The family that won was given an overnight stay at the new resort in Canon Beach. I guess that was one way to get people to give, especially in this day and age. Last Christmas I had gone door to door to get donations for needy families, and was told at least ten times that the families wouldn’t be so needy if they got off their asses and worked for a living.
And I was only asking for a dollar donation.
Sometimes I hated people.
I was much happier being the silent one in the background. Give me a clipboard with a list of things to accomplish or a building to paint, but don’t make me deal with people who haughtily talked out of their asses for a living. My dad would kill me if he could hear my inner monologue. I’d just said ass like two times in the past five minutes.
Dehydration and irritation were both setting in.
The dehydration was due to the fact that nobody was helping me carry all five thousand boxes to my car on account of they were all at a cheer competition for my little sister. It was her first “away” competition, and not that our parents didn’t trust her, but she was sixteen and well… let’s just say the football team knew her well — too well if you asked me.
My irritation had been caused by an entirely different reason — I was still thinking about the devil, also known as Jamie Jaymeson, A-list actor and genuine jackass. See? There I go again. Maybe I should just write ass across my shirt. You know, really commit to the word for an entire day.
I snorted as I crammed another box into my car. If Jaymeson and his stupid accent were here, I’m sure I could throw around a lot more than ass. I may even dive deep down in my black heart and use an F-bomb, consequently waking my grandmother from her grave of two years, and causing her to haunt me for the rest of my natural existence.

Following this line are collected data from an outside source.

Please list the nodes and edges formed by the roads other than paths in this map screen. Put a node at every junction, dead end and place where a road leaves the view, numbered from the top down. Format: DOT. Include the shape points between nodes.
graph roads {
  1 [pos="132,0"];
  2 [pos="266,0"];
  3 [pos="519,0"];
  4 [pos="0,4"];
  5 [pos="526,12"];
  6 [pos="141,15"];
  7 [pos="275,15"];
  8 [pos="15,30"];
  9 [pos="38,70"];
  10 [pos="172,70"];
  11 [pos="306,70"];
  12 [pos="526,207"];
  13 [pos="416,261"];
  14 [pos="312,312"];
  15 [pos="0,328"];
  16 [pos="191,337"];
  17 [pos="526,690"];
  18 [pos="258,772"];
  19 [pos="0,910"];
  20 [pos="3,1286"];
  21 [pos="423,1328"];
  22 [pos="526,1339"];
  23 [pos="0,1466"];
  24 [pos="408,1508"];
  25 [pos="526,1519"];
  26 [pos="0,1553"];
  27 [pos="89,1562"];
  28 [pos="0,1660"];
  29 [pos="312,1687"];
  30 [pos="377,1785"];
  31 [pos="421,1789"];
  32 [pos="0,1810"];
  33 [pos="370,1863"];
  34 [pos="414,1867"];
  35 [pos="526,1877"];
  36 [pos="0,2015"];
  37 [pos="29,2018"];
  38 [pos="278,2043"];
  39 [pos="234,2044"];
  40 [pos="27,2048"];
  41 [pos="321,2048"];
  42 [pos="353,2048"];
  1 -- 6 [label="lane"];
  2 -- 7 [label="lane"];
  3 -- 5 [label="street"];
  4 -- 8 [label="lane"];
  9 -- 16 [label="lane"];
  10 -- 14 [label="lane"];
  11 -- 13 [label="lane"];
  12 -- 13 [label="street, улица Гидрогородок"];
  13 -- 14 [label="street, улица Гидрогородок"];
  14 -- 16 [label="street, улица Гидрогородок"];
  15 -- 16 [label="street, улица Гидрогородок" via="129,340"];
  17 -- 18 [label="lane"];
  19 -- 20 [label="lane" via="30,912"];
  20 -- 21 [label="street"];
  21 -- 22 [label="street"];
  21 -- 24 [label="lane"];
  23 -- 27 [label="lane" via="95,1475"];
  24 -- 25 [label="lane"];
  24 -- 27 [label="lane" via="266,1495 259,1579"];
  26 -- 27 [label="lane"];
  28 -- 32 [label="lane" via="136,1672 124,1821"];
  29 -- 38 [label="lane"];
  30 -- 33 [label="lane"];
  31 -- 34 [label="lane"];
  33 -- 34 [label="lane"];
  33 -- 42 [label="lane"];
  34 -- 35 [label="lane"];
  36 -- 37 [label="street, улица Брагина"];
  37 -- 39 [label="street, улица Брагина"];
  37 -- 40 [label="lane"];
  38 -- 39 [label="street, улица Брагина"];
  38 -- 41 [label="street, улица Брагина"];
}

With a grunt, I picked up one more box and shoved it into the car, slamming the door behind it.
Forget my grandmother, visions of Jaymeson teased me; they haunted me, they seriously made me want to fly down to LA and burn down his house — with him inside.

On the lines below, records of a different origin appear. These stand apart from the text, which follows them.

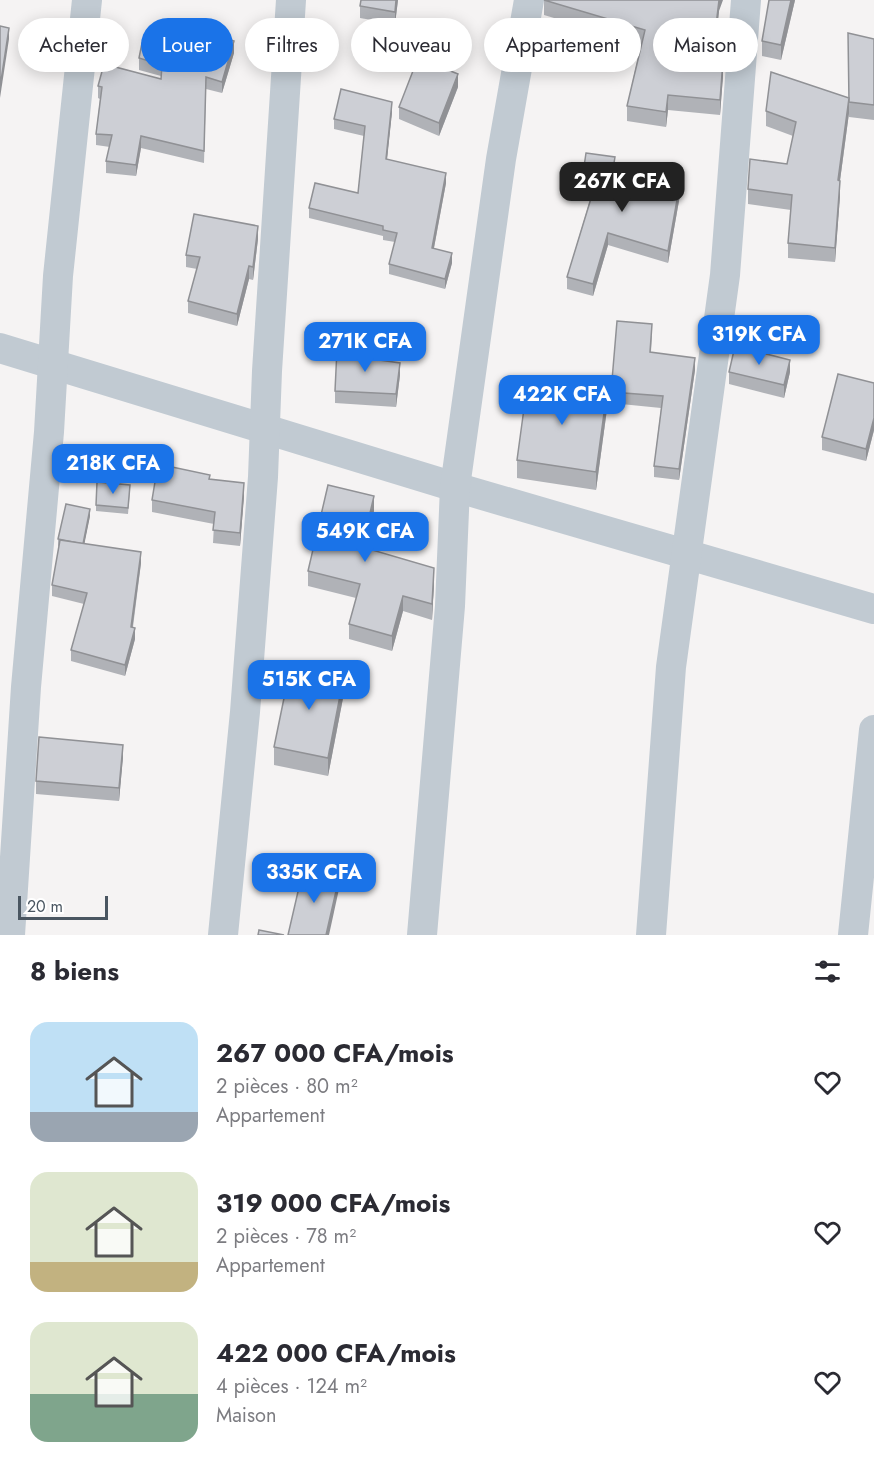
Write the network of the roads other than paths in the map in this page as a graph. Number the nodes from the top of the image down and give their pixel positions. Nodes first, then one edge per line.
1 (87, 0) edge
2 (291, 0) edge
3 (529, 0) edge
4 (746, 0) edge
5 (0, 348) edge
6 (52, 364) junction
7 (267, 428) junction
8 (455, 487) junction
9 (687, 553) junction
10 (874, 609) edge
11 (874, 730) edge
12 (10, 935) edge
13 (223, 935) edge
14 (422, 935) edge
15 (651, 935) edge
16 (853, 935) edge

1 - 6 street
2 - 7 street
3 - 8 street
4 - 9 street
5 - 6 street
6 - 7 street
6 - 12 street
7 - 8 street
7 - 13 street
8 - 9 street
8 - 14 street
9 - 10 street
9 - 15 street
11 - 16 street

It hadn’t been my first kiss.
But it had been my best — my favorite. Until the idiot, see I don’t have to say ass all the time, decided to panic and act like a commitment-phobe freak.
What? It wasn’t like I expected him to propose to me! I’m eighteen! Eight-freaking-teen! I was just so shocked that he’d been shaking while giving me the kiss, that he’d been so tender in the process, that for a split second, I believed he could be a different person.
I saw a Jaymeson that I’m sure the world had never seen. He was awkward, afraid, scared, hilarious.
And mine.
He’d kissed me like I was his, and I hated that every second of the day a part of me wished it were true.
With a sigh, I walked over to the driver’s side of my car and heard a loud honking. I jerked back against my door and swore out loud as a truck sped by and flipped me off.
Great, so thinking of Jaymeson wasn’t just driving me slowly insane, it was going to get me killed.
I needed to find a boyfriend.
And get a life.
I’d promised my parents I would take a semester off and start school at Oregon State in the spring.
Yeah, I should have never made that promise. I was already in hell. And FYI, hell isn’t a bad word because it’s an actual place; I tell my dad this on a daily basis.
I turned the key in my red Camry and slowly pulled out of the parking lot. I drove like a snail toward Goodwill, and it had nothing to do with the fact that I was a terrible driver. It did, however, have everything to do with the fact that my parents were going to be gone for an entire week, only to come home for the weekend and leave again for my sister’s next cheerleading competition in Seattle. They were going to stay an extra week and vacation, then drive her back in time for school to start.
Leaving me alone.
All alone.
I started singing, “All by myself…” at the top of my lungs then stopped. You know you’ve hit a low point when your own singing grates on your nerves.